§ RECORDED INFORMATION:
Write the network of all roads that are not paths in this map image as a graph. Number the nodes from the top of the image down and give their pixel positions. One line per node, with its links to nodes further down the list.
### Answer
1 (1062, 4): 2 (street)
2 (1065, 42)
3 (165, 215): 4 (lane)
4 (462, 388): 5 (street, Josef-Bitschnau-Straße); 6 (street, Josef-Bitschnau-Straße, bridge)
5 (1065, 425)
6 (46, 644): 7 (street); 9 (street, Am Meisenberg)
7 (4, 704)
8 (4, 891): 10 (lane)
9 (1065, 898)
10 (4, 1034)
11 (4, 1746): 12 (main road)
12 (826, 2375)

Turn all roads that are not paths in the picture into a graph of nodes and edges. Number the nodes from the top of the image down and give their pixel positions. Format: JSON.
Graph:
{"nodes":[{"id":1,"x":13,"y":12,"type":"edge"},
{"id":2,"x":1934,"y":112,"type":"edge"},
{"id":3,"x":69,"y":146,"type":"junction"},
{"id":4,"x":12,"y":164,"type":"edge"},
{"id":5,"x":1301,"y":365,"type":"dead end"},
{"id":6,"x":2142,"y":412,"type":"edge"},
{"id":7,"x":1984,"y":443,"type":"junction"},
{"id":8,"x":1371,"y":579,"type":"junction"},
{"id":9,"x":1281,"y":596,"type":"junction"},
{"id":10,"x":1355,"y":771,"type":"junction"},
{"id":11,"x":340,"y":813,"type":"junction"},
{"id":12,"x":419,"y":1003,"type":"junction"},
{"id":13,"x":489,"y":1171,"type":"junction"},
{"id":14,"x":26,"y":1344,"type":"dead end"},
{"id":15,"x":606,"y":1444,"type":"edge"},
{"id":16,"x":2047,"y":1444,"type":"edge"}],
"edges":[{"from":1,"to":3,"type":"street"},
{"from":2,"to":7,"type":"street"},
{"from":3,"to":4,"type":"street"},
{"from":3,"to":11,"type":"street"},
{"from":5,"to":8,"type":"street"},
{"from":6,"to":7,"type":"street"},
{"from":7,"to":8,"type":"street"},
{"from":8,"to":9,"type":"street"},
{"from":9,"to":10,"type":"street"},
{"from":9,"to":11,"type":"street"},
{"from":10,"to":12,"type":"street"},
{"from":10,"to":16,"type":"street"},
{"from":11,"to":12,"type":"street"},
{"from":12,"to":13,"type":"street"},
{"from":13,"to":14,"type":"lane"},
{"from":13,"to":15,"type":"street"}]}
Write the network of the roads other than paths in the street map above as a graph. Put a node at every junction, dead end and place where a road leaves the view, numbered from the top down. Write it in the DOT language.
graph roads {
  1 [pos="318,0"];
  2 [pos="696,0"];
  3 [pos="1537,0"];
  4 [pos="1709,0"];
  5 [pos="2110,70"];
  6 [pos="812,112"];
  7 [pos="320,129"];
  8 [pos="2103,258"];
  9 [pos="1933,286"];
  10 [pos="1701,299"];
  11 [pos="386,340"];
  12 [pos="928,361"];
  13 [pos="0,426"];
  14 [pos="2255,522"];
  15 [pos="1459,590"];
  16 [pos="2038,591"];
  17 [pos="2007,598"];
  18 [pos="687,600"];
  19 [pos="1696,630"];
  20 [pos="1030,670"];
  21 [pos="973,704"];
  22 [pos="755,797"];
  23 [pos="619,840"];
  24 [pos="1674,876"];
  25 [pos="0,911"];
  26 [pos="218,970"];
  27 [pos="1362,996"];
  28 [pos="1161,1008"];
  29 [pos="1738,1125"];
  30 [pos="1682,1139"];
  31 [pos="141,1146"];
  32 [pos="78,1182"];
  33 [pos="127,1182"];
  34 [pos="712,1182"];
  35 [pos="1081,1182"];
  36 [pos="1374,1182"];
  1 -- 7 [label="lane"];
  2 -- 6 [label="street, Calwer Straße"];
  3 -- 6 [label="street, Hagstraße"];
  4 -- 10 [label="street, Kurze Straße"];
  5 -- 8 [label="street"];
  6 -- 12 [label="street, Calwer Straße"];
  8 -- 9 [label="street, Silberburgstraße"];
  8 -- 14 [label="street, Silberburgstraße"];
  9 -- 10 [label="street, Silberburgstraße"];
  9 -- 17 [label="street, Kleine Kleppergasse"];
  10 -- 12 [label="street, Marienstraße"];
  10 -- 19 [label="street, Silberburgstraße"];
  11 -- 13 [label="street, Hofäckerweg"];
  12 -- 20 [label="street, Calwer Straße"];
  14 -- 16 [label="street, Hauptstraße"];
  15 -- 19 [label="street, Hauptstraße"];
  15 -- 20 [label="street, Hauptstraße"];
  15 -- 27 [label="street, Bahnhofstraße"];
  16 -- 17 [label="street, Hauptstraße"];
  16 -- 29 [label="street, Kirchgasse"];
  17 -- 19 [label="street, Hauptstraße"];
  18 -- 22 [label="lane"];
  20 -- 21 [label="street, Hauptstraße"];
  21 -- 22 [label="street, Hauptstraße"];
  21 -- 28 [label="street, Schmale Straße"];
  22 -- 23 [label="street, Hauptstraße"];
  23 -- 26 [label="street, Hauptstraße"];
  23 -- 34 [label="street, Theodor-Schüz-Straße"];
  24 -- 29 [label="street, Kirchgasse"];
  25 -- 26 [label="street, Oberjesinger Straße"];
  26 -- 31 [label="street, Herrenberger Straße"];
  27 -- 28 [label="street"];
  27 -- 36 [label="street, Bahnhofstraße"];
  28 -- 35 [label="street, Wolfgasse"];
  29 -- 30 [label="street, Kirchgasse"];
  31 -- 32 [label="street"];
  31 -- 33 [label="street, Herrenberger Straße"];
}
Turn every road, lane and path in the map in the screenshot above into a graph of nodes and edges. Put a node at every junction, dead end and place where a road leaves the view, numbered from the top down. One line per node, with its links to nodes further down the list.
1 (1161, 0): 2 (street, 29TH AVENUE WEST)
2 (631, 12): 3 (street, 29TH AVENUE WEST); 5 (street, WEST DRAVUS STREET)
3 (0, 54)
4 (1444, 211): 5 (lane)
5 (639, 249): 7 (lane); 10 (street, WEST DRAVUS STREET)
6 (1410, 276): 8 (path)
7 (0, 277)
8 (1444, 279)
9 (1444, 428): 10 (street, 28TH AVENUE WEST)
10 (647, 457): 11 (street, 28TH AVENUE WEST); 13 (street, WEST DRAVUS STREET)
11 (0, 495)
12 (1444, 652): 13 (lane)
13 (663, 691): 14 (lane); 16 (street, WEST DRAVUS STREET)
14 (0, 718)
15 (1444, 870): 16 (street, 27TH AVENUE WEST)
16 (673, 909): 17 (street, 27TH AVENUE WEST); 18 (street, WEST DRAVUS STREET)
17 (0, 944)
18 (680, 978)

§ YOUR TASK: Looking at the data above, say how many lines include the string "Silberburgstraße" and add nothing.

§ WRITTEN ANSWER: 4